Hello, this question is probably asked but i have been searching in the forum for a while and I couldn’t find it.
I am in the lesson 4 and when I try to apply my knowledge on a kaggle competition (i can’t get more data) my model overfits so fast, i tried to increase wieght decay but i don’t think it’s helping, what i want now is to apply l2 regulazation, I think it’s very efficient as learned in andrew ng deep learning, my understanding is that wd is equal to l2_reg in the case of SGD only and i am working with adam
.
thanks in advance
My understanding is that original optimizer implementations of weight decay actually implemented L2 regularization. Then this paper came along and pointed out the error. So an optimizer like AdamW has weight decay and not L2 regularization. If you use regular PyTorch Adam, it would implement L2 regularization (even though it incorrectly calls it weight_decay). Instead the PyTorch AdamW is Adam with weight decay. Fastai has its own implementation of Adam
, where decouple_wd=True
(default) gives you weight decay, while setting it to False
gives you L2 regularization. Here are the relevant docs:
Hope that clears things up.
So with me using directly with the cnn_learner like in the image:
learn.fine_tune(10,wd=0.1)
I am using 0.1 as lambda l2_reg parameter, right?

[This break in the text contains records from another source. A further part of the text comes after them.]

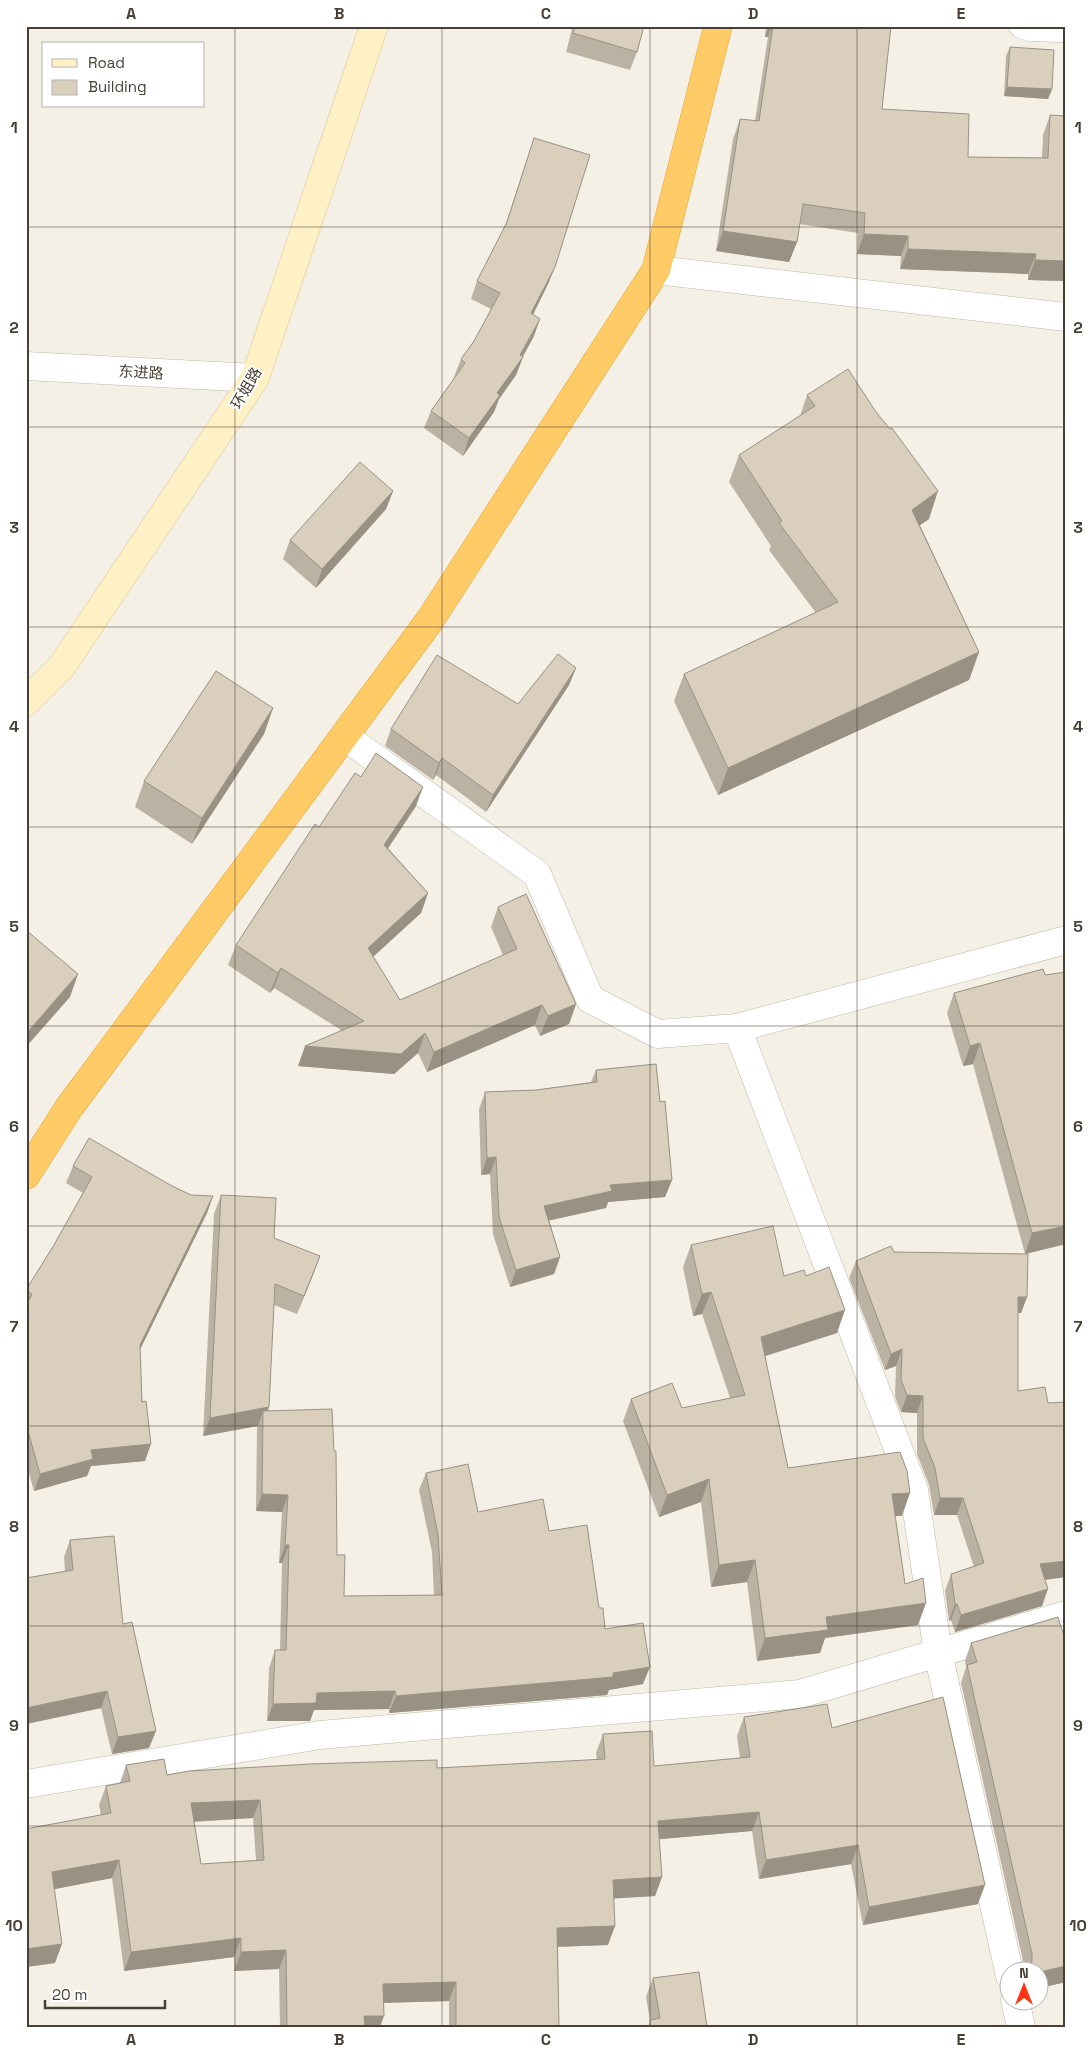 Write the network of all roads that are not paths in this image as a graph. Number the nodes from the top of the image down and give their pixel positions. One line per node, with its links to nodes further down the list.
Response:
1 (374, 26): 8 (street, 环姐路)
2 (718, 26): 5 (highway)
3 (1021, 26): 4 (lane)
4 (1060, 30)
5 (656, 270): 6 (street); 10 (highway)
6 (1066, 317)
7 (26, 366): 8 (street, 东进路)
8 (255, 378): 9 (street, 环姐路)
9 (26, 702)
10 (344, 736): 12 (street); 13 (highway)
11 (1065, 942): 12 (street)
12 (737, 1028): 15 (street)
13 (26, 1174)
14 (1066, 1615): 15 (street)
15 (938, 1653): 16 (street); 17 (street)
16 (26, 1784)
17 (1006, 1960)
18 (1017, 2010): 19 (street)
19 (1021, 2027)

also one final note can you recommend any range of lambda to start with?
fastai’s Adam by default uses weight decay. You need to pass a different version of Adam with the decouple_wd=False
:
learn = cnn_learner(dls, resnet18, metrics=[accuracy], opt_func = partial(Adam, decouple_wd=False)
Keep in mind this -
PyTorch:
- Adam has L2 reg.
- AdamW has weight decay
fastai:
- Adam has weight decay
- Adam with
decouple_wd=False
has L2 reg
Is that clearer?
Read the documentation as well for more info.
Thank you, that was very helpful